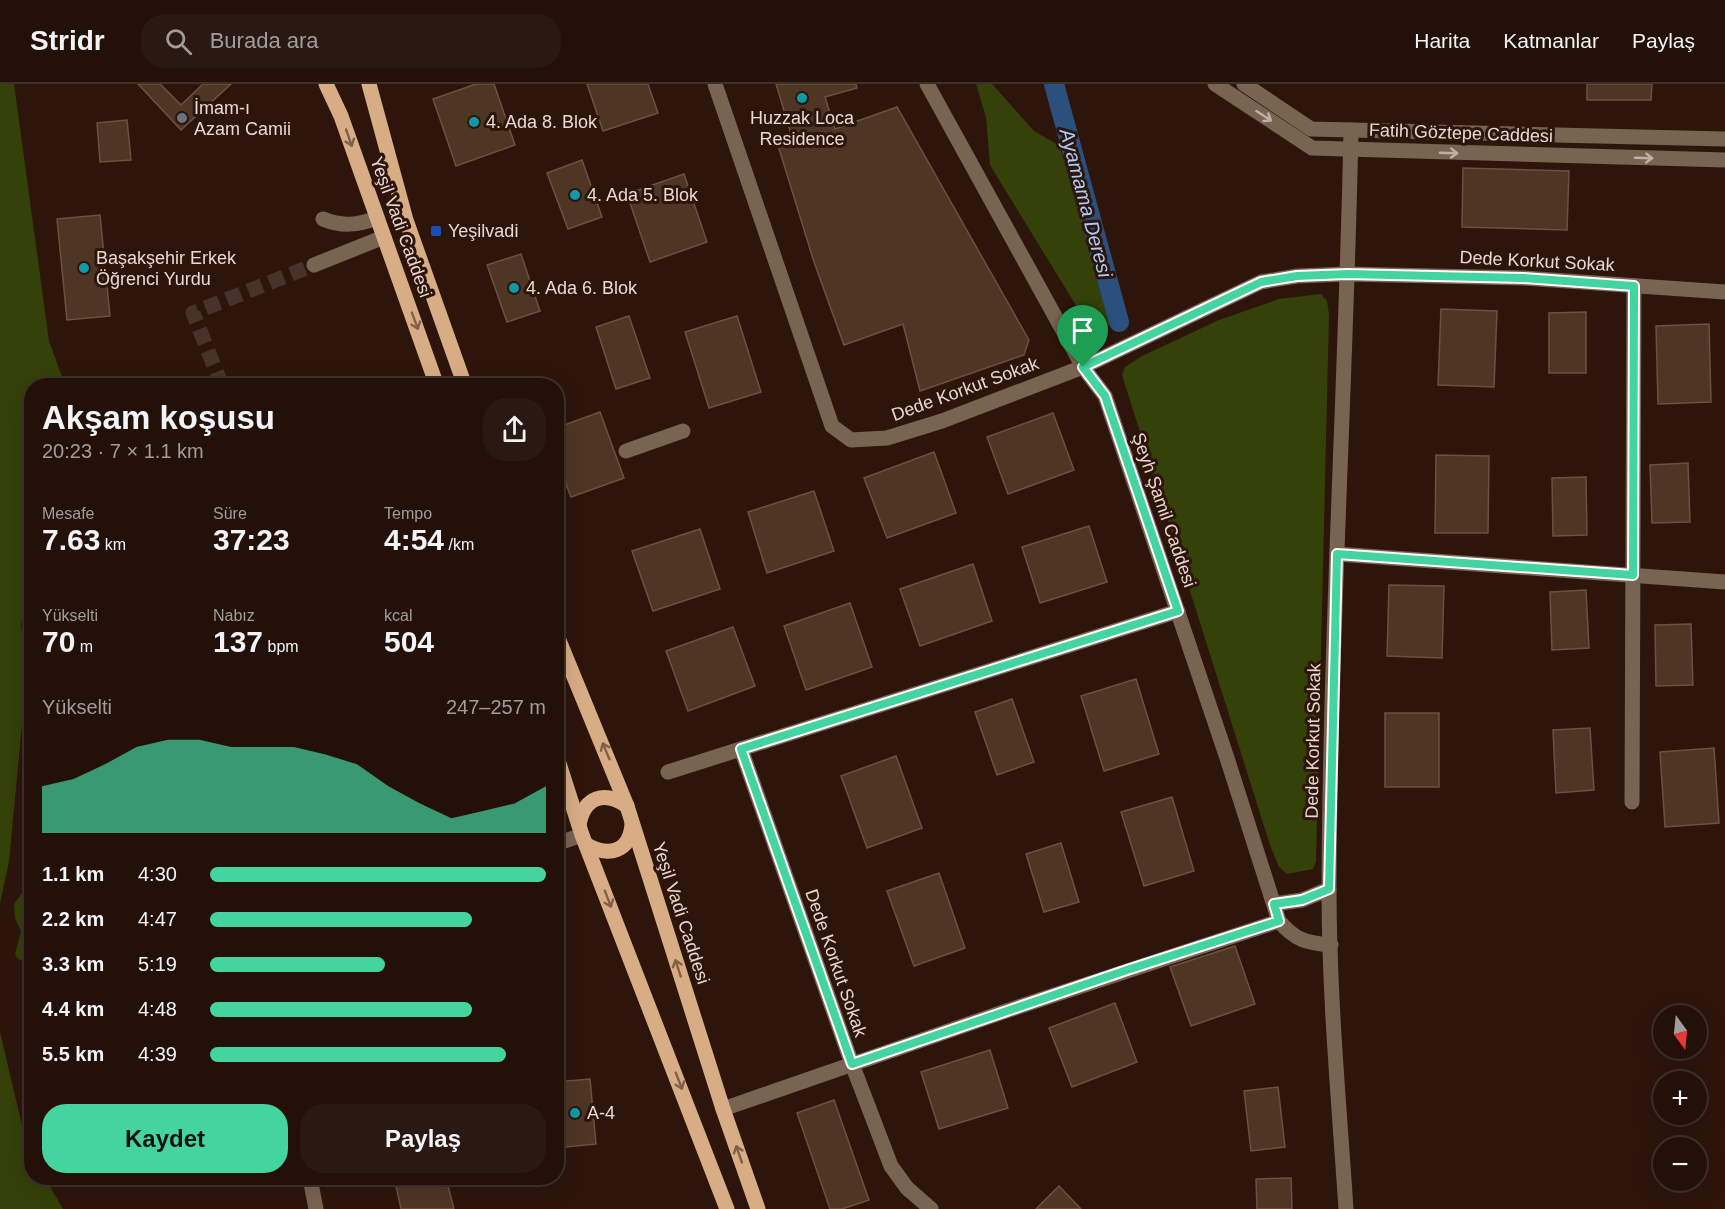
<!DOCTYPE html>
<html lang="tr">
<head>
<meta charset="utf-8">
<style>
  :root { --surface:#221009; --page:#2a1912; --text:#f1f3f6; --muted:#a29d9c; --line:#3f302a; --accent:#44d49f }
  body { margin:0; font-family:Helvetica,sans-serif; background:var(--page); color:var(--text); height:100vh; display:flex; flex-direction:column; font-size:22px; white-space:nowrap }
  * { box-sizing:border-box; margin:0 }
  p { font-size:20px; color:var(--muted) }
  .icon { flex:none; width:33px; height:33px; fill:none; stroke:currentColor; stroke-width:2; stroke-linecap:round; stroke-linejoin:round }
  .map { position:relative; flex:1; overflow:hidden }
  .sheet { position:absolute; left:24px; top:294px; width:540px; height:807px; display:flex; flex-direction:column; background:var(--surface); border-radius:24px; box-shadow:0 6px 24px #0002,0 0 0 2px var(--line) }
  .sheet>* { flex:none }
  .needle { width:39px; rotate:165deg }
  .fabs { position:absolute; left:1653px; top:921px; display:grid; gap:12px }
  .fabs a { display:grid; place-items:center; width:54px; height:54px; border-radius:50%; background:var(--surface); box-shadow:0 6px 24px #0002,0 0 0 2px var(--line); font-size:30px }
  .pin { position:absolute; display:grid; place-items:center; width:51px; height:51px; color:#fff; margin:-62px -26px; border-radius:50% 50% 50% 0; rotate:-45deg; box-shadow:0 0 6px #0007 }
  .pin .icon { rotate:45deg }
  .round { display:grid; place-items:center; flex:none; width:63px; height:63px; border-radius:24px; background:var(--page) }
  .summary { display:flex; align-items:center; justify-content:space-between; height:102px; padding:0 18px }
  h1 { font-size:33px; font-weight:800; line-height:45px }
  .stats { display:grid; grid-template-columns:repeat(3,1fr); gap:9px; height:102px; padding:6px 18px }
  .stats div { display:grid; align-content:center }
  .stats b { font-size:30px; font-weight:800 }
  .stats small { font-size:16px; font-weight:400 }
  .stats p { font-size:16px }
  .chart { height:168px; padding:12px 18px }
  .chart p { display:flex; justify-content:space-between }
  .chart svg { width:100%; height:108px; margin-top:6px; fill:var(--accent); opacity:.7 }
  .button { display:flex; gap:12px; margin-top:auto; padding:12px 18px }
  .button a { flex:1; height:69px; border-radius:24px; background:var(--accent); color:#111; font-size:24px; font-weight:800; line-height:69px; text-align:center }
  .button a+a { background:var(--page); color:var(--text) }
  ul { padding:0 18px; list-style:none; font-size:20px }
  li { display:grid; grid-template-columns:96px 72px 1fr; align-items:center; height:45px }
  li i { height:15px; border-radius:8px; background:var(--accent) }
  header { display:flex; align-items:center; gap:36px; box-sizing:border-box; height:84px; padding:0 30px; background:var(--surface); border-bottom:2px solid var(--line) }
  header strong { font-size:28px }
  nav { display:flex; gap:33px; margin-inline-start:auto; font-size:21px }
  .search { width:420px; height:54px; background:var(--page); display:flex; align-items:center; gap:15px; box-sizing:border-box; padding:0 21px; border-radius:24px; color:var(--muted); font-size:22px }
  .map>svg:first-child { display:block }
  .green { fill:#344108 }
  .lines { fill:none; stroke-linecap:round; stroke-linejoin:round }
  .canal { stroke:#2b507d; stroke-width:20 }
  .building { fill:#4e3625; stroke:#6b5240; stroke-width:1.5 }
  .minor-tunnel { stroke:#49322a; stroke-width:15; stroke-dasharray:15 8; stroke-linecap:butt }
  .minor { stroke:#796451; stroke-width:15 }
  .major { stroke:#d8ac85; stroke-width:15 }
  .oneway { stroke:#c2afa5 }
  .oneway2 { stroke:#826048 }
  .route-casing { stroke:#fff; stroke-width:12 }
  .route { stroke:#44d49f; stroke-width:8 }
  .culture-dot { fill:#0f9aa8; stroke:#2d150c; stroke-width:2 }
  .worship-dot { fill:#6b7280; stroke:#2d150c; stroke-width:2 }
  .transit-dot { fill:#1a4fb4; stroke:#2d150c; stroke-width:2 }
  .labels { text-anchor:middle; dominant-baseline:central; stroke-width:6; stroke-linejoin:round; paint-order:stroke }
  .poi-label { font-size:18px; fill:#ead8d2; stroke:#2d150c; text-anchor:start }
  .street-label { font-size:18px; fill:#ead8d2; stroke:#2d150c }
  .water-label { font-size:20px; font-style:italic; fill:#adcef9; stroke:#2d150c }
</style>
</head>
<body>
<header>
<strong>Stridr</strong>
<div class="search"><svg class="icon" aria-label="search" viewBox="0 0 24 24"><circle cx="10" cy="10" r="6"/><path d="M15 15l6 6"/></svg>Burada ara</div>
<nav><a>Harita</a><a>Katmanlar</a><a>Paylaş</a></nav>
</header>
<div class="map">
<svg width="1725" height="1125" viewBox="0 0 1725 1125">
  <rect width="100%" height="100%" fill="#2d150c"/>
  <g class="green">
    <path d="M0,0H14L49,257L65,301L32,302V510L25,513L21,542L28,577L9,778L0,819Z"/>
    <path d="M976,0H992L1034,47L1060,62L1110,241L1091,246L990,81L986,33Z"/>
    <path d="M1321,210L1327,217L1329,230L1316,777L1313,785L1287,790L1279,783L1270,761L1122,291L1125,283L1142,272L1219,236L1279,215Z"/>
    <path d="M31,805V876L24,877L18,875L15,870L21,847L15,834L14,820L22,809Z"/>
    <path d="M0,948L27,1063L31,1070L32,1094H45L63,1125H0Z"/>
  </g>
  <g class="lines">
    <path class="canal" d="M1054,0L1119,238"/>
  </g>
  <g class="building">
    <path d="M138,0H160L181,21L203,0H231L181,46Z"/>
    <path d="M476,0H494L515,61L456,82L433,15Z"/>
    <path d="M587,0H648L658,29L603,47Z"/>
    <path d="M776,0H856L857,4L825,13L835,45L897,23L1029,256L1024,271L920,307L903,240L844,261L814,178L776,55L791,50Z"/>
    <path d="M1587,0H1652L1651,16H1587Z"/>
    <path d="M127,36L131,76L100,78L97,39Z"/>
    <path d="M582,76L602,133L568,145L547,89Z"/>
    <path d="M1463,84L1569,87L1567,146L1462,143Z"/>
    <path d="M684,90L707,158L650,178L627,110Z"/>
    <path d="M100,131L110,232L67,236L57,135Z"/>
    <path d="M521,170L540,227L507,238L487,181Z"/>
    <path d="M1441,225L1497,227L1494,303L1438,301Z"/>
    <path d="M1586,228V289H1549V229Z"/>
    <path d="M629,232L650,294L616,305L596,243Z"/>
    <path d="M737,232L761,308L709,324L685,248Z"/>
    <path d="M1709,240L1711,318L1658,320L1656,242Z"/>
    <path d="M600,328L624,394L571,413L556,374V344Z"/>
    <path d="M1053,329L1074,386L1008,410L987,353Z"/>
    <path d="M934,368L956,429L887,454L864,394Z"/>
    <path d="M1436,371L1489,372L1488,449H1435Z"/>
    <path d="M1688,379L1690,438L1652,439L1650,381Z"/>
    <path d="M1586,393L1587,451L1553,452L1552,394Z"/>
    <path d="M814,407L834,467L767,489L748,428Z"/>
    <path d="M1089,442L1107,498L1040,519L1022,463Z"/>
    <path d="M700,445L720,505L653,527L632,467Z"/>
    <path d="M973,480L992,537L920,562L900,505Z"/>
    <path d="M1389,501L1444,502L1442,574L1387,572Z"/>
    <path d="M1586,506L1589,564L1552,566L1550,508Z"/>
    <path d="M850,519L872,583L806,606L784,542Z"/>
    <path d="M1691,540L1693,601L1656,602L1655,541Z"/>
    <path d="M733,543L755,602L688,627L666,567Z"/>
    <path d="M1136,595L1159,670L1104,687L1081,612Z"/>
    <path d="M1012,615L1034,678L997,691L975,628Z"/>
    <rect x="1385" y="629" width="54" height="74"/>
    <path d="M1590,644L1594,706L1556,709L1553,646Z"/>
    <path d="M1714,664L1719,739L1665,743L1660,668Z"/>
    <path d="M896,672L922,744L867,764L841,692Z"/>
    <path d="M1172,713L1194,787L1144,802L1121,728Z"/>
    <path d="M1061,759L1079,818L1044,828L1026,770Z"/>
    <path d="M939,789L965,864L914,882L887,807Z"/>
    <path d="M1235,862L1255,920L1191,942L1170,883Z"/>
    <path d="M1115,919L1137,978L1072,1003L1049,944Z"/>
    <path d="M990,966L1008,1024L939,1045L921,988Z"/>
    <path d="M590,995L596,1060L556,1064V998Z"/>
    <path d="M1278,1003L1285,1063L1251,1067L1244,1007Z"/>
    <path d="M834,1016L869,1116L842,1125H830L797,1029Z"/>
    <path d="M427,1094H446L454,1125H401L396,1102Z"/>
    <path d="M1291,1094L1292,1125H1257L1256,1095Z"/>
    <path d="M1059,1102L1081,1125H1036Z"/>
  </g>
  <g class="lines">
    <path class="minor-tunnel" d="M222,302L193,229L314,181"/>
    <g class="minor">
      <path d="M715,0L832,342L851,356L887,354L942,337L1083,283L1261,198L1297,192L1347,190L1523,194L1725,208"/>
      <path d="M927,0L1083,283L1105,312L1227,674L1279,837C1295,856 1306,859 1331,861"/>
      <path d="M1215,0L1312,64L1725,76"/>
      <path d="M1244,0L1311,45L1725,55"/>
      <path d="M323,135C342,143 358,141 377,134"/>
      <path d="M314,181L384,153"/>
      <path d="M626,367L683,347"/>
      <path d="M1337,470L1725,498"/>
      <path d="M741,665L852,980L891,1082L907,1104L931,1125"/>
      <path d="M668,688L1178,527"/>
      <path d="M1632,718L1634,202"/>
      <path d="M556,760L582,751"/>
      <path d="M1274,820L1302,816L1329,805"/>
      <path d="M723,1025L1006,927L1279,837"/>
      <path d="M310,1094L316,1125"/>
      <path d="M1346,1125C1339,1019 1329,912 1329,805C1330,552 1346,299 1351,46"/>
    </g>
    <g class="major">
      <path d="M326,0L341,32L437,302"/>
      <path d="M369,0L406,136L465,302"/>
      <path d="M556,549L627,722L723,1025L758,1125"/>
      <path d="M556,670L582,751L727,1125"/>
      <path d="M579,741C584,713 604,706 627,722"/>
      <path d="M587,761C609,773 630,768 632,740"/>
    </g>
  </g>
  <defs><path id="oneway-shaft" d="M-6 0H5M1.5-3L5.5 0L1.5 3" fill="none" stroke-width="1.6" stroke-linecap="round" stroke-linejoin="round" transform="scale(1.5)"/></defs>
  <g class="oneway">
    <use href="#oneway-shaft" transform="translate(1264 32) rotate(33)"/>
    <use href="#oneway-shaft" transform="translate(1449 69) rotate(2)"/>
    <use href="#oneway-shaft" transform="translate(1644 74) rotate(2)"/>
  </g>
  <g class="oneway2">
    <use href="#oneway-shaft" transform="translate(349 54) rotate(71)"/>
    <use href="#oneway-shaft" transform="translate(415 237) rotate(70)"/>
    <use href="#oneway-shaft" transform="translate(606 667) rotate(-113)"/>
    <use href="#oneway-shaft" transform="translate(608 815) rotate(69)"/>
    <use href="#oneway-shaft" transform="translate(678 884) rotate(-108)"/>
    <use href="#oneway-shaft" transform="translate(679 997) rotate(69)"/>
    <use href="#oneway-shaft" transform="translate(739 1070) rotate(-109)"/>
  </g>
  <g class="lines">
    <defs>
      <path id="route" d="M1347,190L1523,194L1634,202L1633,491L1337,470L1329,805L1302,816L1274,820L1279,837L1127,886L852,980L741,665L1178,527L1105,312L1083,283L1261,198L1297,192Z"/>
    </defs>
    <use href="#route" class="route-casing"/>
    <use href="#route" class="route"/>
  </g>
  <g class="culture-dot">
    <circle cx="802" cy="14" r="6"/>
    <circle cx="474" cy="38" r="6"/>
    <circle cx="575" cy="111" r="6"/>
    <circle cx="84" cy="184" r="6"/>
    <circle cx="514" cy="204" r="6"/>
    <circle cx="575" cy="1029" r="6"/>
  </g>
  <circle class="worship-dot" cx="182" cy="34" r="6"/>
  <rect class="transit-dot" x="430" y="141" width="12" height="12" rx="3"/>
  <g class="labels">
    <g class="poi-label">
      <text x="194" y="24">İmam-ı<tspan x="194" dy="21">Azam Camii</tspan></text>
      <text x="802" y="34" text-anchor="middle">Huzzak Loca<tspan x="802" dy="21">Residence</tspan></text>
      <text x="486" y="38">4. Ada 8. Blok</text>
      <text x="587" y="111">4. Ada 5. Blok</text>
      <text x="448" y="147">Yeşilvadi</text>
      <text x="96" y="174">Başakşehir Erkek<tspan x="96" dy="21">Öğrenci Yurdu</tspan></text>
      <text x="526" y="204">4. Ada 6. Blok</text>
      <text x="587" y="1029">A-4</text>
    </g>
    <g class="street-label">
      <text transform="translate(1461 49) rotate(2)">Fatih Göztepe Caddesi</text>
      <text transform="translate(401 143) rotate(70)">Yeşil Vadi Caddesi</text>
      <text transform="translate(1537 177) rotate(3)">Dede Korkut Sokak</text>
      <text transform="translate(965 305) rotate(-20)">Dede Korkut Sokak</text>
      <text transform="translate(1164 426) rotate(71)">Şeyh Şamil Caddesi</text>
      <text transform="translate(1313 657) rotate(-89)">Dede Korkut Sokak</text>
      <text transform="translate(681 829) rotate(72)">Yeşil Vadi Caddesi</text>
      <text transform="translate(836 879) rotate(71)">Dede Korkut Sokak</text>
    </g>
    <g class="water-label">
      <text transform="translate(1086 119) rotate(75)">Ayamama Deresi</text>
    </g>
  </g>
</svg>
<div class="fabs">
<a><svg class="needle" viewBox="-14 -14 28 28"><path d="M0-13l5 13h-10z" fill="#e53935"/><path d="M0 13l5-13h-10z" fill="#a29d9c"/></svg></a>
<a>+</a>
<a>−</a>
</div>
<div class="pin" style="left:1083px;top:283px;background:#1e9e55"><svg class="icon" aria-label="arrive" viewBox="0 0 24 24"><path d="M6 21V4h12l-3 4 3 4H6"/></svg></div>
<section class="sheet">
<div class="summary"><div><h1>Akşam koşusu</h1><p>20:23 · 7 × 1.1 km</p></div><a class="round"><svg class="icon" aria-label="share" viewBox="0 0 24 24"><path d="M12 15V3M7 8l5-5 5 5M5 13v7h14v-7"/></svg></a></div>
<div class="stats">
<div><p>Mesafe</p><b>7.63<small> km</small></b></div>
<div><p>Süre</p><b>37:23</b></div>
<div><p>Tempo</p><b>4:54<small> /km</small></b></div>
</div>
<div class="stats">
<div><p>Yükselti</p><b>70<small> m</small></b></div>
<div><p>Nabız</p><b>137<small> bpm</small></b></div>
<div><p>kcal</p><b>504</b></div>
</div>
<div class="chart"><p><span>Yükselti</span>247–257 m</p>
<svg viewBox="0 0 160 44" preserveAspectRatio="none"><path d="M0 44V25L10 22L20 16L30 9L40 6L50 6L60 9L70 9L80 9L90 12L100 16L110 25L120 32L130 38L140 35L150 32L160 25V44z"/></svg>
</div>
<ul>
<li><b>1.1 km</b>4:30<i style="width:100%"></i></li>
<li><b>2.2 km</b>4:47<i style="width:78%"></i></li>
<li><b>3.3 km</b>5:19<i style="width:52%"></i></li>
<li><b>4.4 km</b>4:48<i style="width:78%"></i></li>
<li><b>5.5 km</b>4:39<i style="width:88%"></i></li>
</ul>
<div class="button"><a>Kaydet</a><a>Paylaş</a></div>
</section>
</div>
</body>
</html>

_ _ _ _

**Task item**
The reply must be a number and nothing more: the count of lines above that contain the word "fabs".

**Output**
3